The breakthrough RNA technology behind the Pfizer and Moderna COVID-19 vaccines could be set to revolutionise pest control in agriculture, according to new Australian research published in the peer-reviewed Nature Plants journal.
Key points:
- New technology developed by UQ could provide a solution to hamper the global agricultural pest whitefly
- A bio-clay spray uses the breakthrough technology behind the Pfizer and Moderna COVID vaccines
- The RNA technology would allow farmers to target whitefly without the toxicity and residue found in conventional chemical pesticides
The University of Queensland’s Alliance for Agriculture and Food Innovation (QAAFI) said its new bio-clay technology uses double-stranded RNA to protect plants from whitefly, one of global agriculture’s worst pests.
“What we are doing is targeting the essential genes of the whitefly by using their own RNA,” said research team leader Professor Neena Mitter.
Professor Mitter said the five-year research project aimed to target a significant pest in a way that was environmentally friendly and free of the toxicity and residue found in conventional pesticides.
Getting to the root of worldwide pest
Whitefly is a sap-sucking pest affecting multiple crops including cotton, pulses and vegetables.
Professor Mitter said it was responsible for both crop damage and the transmission of more than 200 viruses.
“Not only can the adult whitefly pick up the RNA, but this technology can target multiple life stages so the eggs won’t hatch, the nymphs won’t develop properly,” she said.

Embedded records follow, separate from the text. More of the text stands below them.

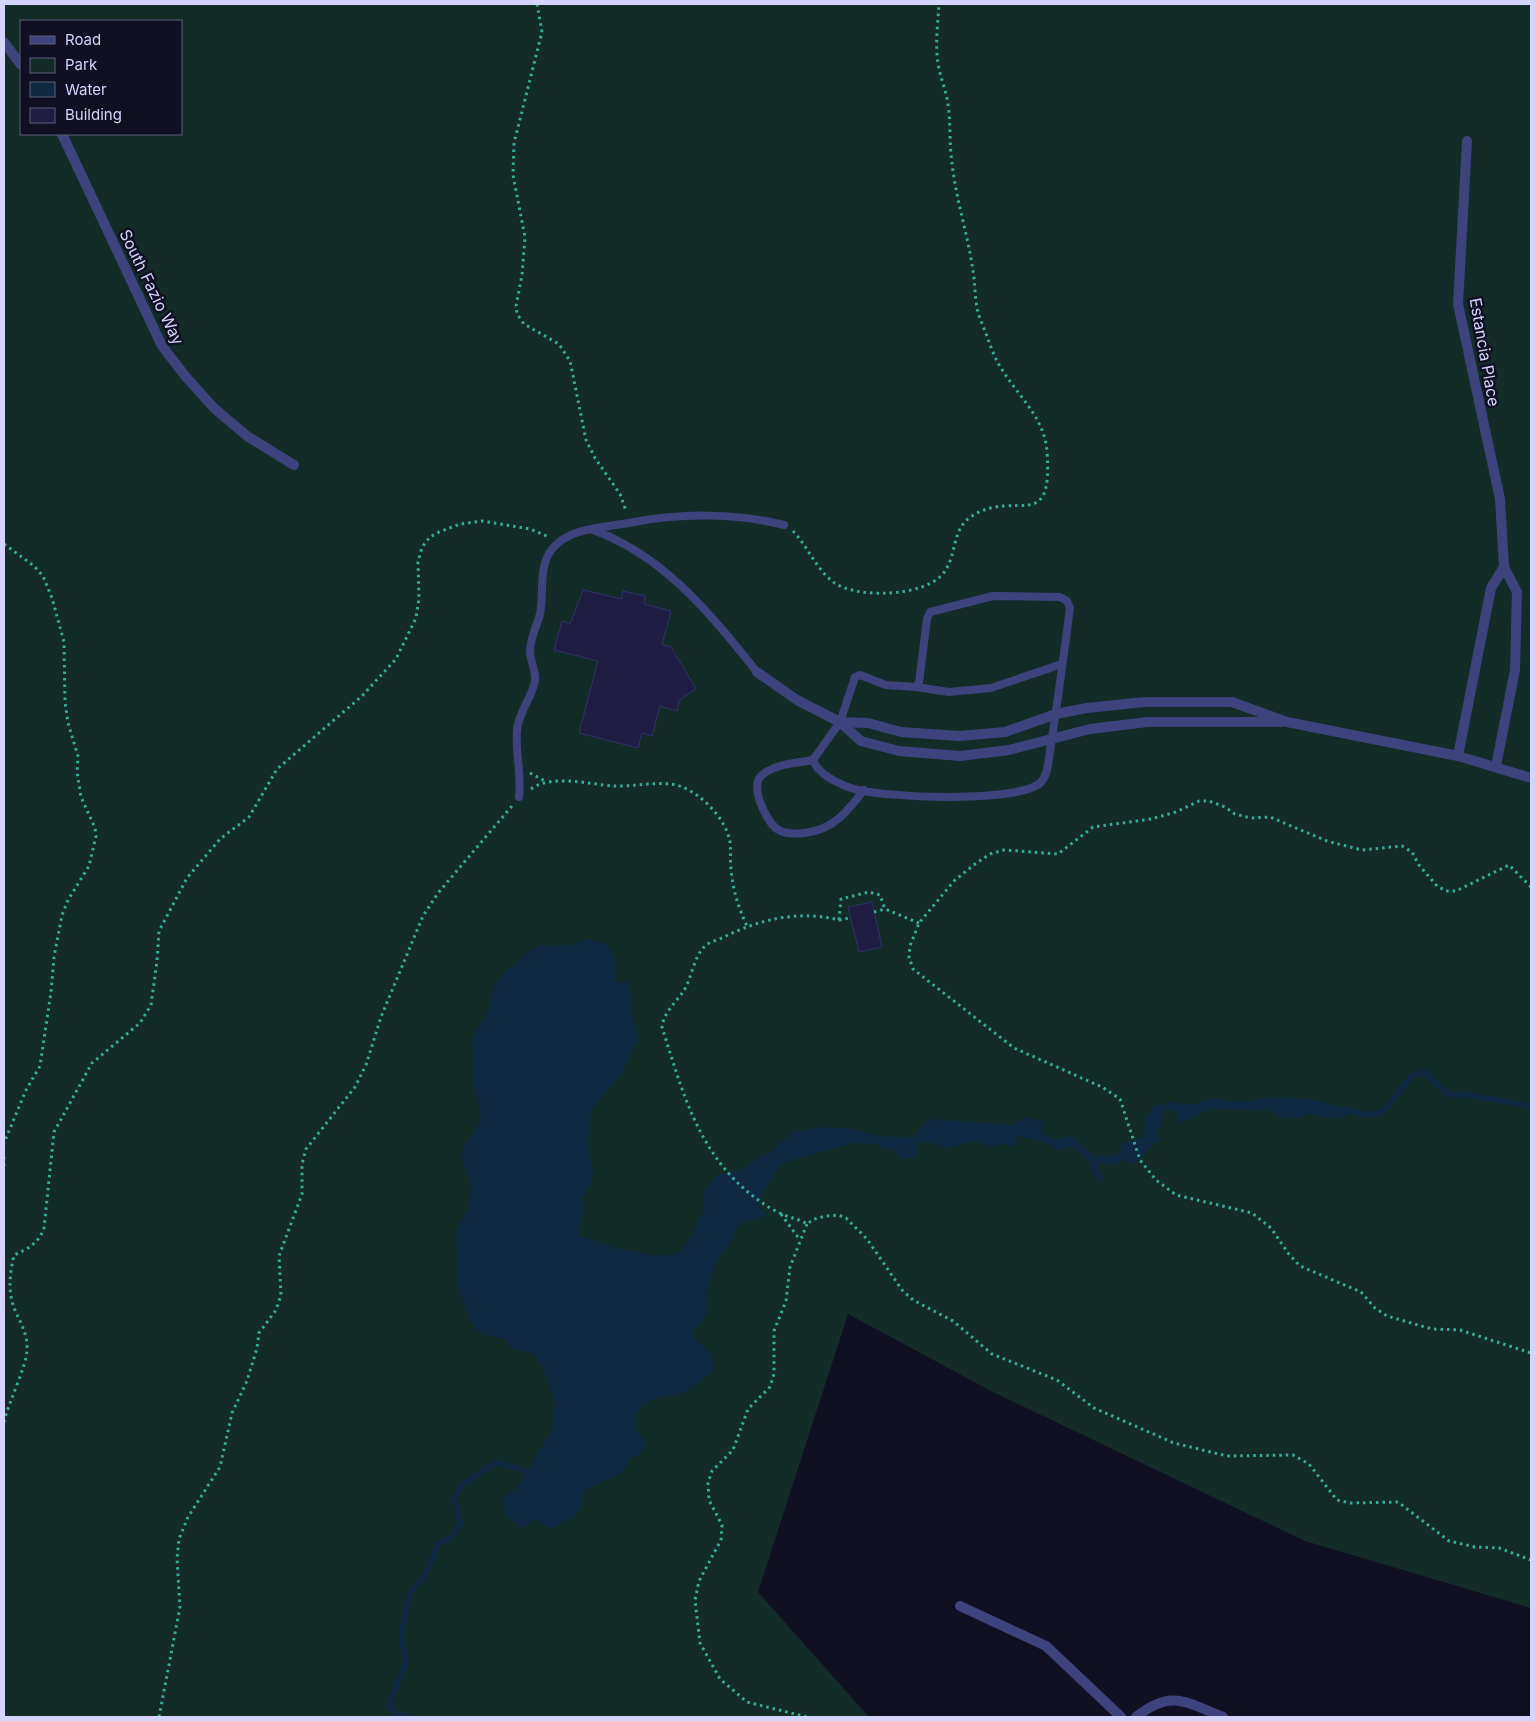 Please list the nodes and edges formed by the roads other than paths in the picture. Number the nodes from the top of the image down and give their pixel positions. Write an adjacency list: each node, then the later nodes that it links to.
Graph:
1 (4, 42): 2 (street)
2 (20, 64)
3 (62, 135): 5 (street, South Fazio Way)
4 (1467, 141): 8 (street, Estancia Place)
5 (294, 465)
6 (784, 525): 7 (lane)
7 (593, 530): 10 (lane); 21 (lane)
8 (1504, 567): 16 (street); 18 (street, Estancia Place)
9 (1062, 664): 11 (lane); 11 (lane); 12 (lane)
10 (757, 672): 13 (street)
11 (916, 687): 13 (lane)
12 (1056, 714): 13 (street); 14 (street); 15 (lane)
13 (840, 722): 15 (street); 17 (lane)
14 (1288, 722): 15 (street); 16 (street)
15 (1052, 739): 20 (lane)
16 (1458, 756): 18 (street)
17 (813, 760): 20 (lane); 20 (lane)
18 (1496, 766): 19 (street)
19 (1531, 778)
20 (864, 790)
21 (519, 797)
22 (960, 1606): 23 (street)
23 (1121, 1717)
24 (1136, 1717): 25 (street)
25 (1223, 1717)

Professor Mitter said the cost of producing RNA had decreased significantly over the past five years thanks to an increase in the number of companies working with the technology.
“When I started working with RNA my worry was that we would not be able to make it in a cost-effective manner,” she said.
“The price we are getting now may be $2 to $5 per gram, as opposed to nearly $2,000 per gram when we first started this work.”
But the growth of RNA technology did not begin with the development of human vaccines, Professor Mitter said.
“Those companies were actually working on producing RNA for agriculture and then shifted,” she said.
Testing comes next
The bio-clay technology must still pass research and development hurdles before it can be adopted by industry, with trials set to begin under greenhouse conditions.
“It does open us a window now to test it in protected cropping or controlled environment agriculture,” Professor Mitter said.
“We know that a large number of crops like tomatoes, cucumbers, and others are being grown in greenhouse conditions and this technology should work very well.”
Senior research and development manager at the Cotton Research and Development Corporation, Susan Maas, said whitefly was also a major pest for the cotton industry due to its ability to contaminate and downgrade lint quality.
But she said QAAFI’s solution would not be commercially viable for some years and price would be a factor.
“We anticipate that bio-clay will add to the options farmers have for pest and disease control, expanding the tools they have available.”